Stored items
========
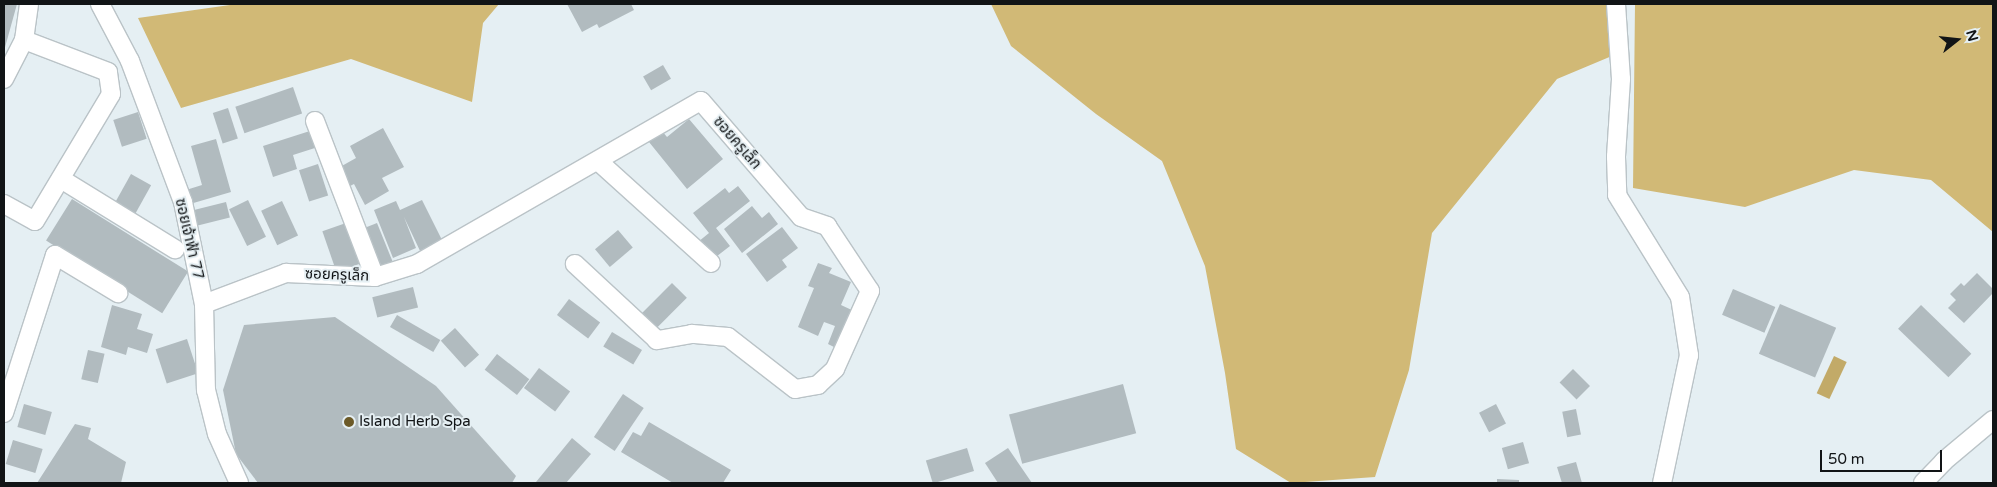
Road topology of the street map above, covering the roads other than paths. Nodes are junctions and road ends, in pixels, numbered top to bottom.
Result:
1 (29, 4) edge
2 (100, 4) edge
3 (1616, 4) edge
4 (24, 40) junction
5 (4, 79) edge
6 (315, 121) dead end
7 (598, 160) junction
8 (61, 178) junction
9 (4, 204) edge
10 (175, 249) dead end
11 (711, 263) dead end
12 (575, 264) dead end
13 (376, 277) junction
14 (118, 293) dead end
15 (204, 304) junction
16 (4, 413) edge
17 (1993, 420) edge
18 (239, 483) edge
19 (1662, 483) edge
20 (1923, 483) edge

1 - 4 street
2 - 15 street, ซอยเจ้าฟ้า 77
3 - 19 street
4 - 5 street
4 - 8 street
6 - 13 street
7 - 11 street
7 - 12 street, ซอยครูเล็ก
7 - 13 street, ซอยครูเล็ก
8 - 9 street
8 - 10 street
13 - 15 street, ซอยครูเล็ก
14 - 16 street
15 - 18 street, ซอยเจ้าฟ้า 77
17 - 20 street

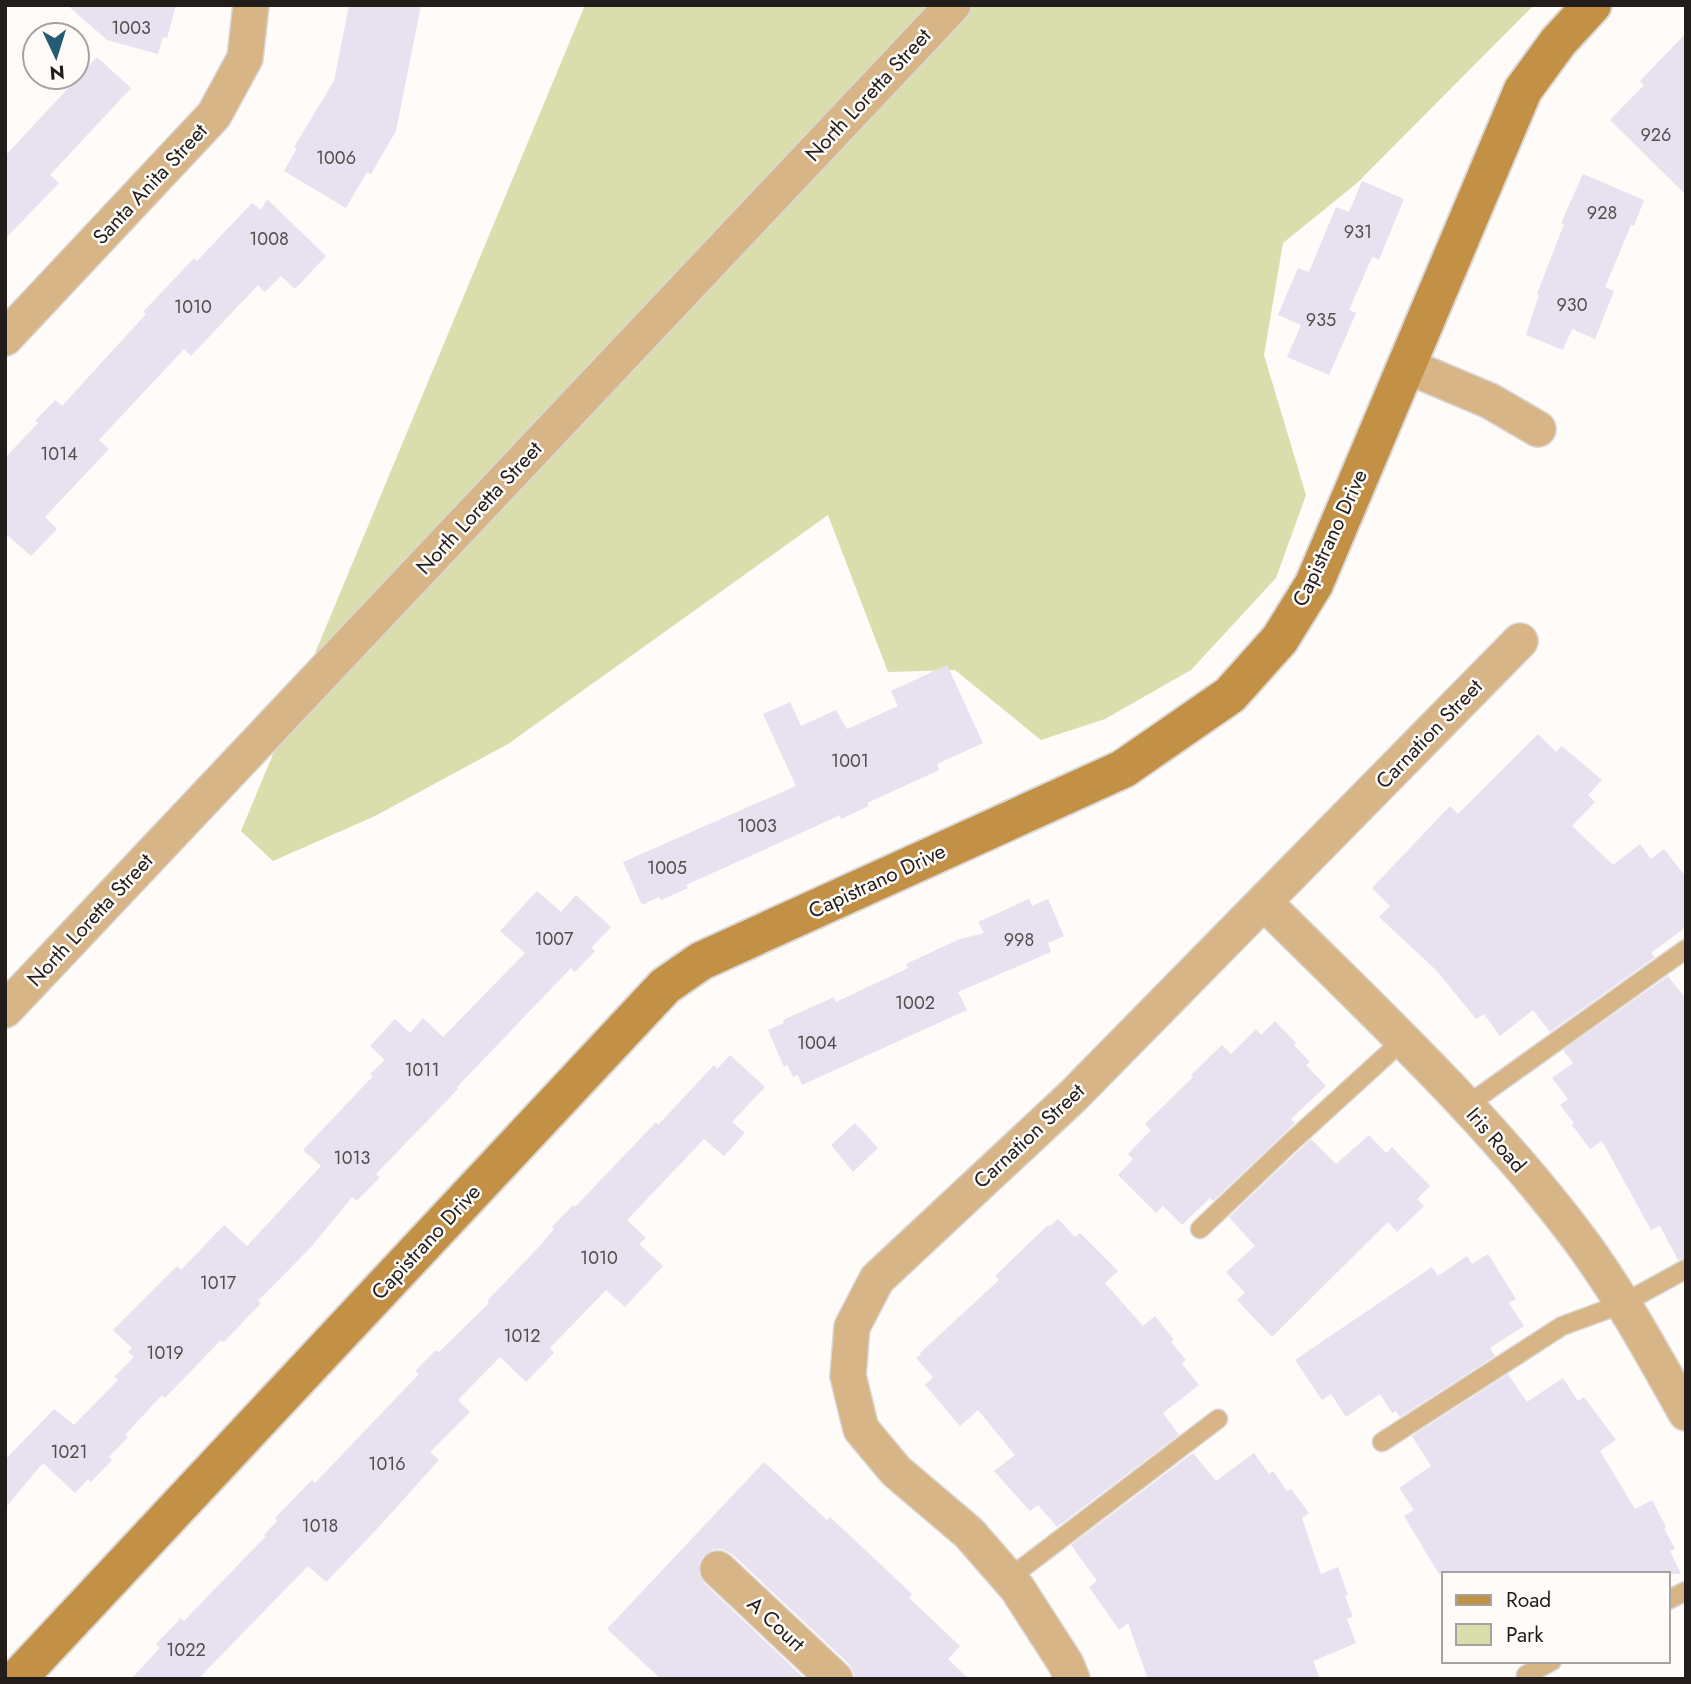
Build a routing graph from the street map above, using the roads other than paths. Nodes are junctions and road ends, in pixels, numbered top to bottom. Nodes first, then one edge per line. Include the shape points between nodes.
========
• **WHAT THE TASK REQUIRES**
All lines in the entries above that hold the word "bottom" need to be copied.

• **EXERCISE ANSWER**
Road topology of the street map above, covering the roads other than paths. Nodes are junctions and road ends, in pixels, numbered top to bottom.
Build a routing graph from the street map above, using the roads other than paths. Nodes are junctions and road ends, in pixels, numbered top to bottom. Nodes first, then one edge per line. Include the shape points between nodes.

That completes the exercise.